Cllr Russ Bowden (LAB – Birchwood) confirmed around 3,500 responses were submitted during the draft local plan consultation at the leader’s forum at Sandy Lane Community Centre in Stockton Heath on Wednesday.

He said they included ‘detailed challenges’ and insists there is ‘no point’ running a consultation if the authority does not listen to residents.

Chair of Stockton Heath Parish Council Laurence Murphy, a former borough councillor, pressed Cllr Bowden on the Western Link scheme, as well as infrastructure in the borough.

He asked whether the Town Hall boss was ‘confident’ over adequate infrastructure being put in place, alongside new properties.

He added: “What I like to see is building, yes, but green spaces among it, not just houses and houses and houses.”

Speaking in relation to the draft local plan, Cllr Bowden says the authority has ‘done everything we can’ to use as much space as possible in the town centre.

He also highlighted the importance of avoiding ‘ghettoisation’ where ‘big houses’ and social housing are completely separated from one another, adding it is key to have ‘mixed communities’.

“The clearest thing coming back from residents is around infrastructure and we have to step up and recognise that,” he said.

“Where we are going with the local plan at the moment, a big part of the development is Homes England land.

“We have been talking to Homes England about how they demonstrate the viability of a development and bringing forward infrastructure.

“What we want to see is Homes England and their partner developers bringing infrastructure alongside the housing – that will be schools, roads and a new community recycling centre for the south of Warrington, for example, and those community facilities.

“What we need to do is apply more pressure, I suppose, on the likes of Homes England and developers to get that established upfront.”

In April, the Government confirmed it will put £142.5 million towards the Western Link scheme, with the Labour-run council planning to contribute £70.2 million.

The highway would connect the A56 Chester Road with the A57 Sankey Way in Great Sankey.

Town Hall chiefs expect to be in a position to submit the final business case to the Department for Transport in autumn 2022, with construction planned to start in 2023 and the road to open to traffic in spring 2026.

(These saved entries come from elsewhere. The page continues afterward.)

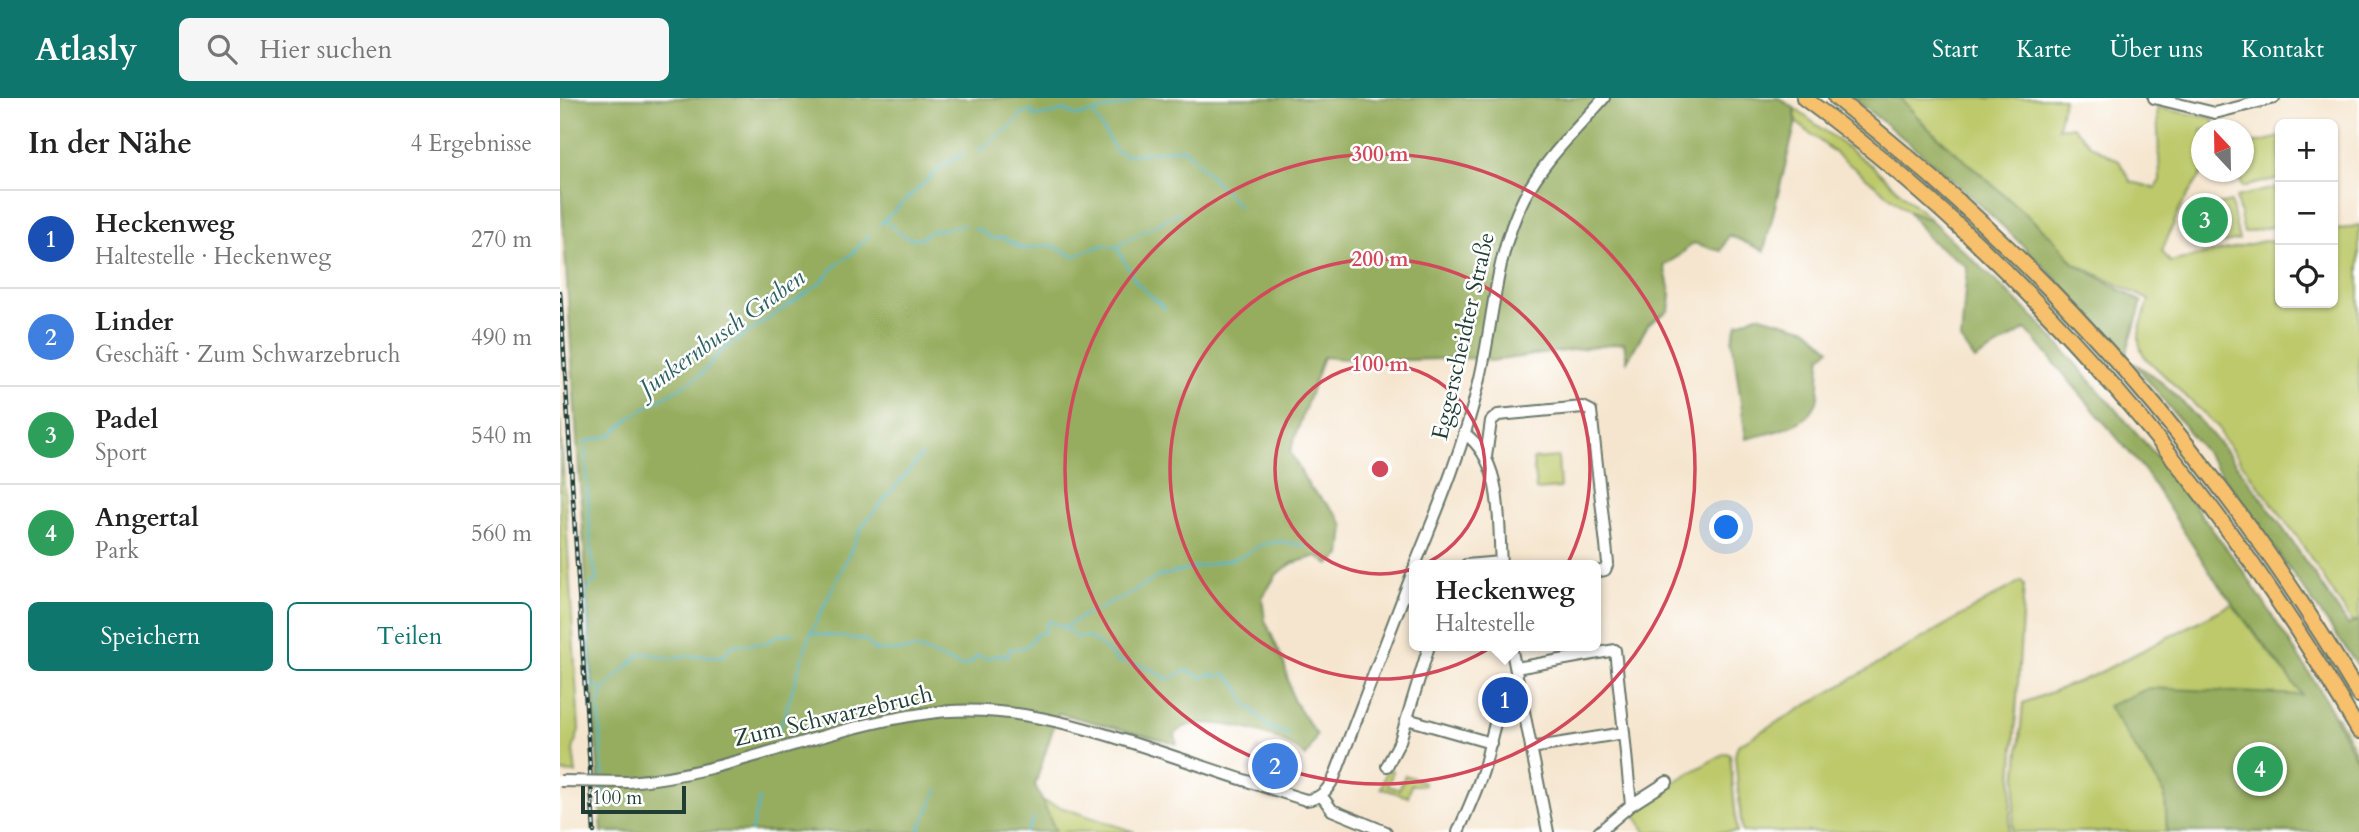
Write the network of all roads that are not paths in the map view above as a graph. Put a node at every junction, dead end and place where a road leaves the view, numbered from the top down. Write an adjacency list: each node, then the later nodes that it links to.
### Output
1 (1604, 98): 6 (street, Eggerscheidter Straße)
2 (1804, 98): 18 (highway)
3 (1836, 98): 16 (highway)
4 (2154, 98): 5 (street)
5 (2274, 98)
6 (1463, 437): 7 (street); 8 (street, Eggerscheidter Straße)
7 (1486, 457): 9 (street); 10 (street)
8 (1418, 560)
9 (1501, 560)
10 (1601, 571)
11 (1409, 583): 25 (street, Eggerscheidter Straße)
12 (1427, 651): 17 (street)
13 (1512, 651): 14 (street)
14 (1516, 668): 15 (street); 19 (street)
15 (1518, 681): 20 (street); 21 (street)
16 (2359, 695)
17 (1407, 719): 20 (street); 22 (street)
18 (2359, 731)
19 (1624, 733): 21 (street); 26 (street)
20 (1490, 743): 28 (street)
21 (1531, 748): 29 (street)
22 (1387, 766)
23 (560, 781): 25 (street, Zum Schwarzebruch, bridge)
24 (1667, 782): 26 (street)
25 (1321, 795): 27 (street)
26 (1631, 805): 30 (street)
27 (1380, 831)
28 (1458, 832)
29 (1548, 832)
30 (1599, 832)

Labour parish councillor Murphy asked Cllr Bowden: “Do you believe the Western Link road will help to take traffic out of Stockton Heath?

“If you build 9,000 houses down in Appleton, I don’t want to see 18,000 cars going up and down London Road every day.”

Cllr Bowden said: “The Western Link, fundamentally, is about air quality and traffic congestion and dealing with the problems in the town centre.

“I am confident it will happen, I am confident it will deal with the issues and it will provide that alternative.”

He also said, as people ‘don’t just work’ in Warrington town centre, he does not think ‘all that traffic is going to go through the town’.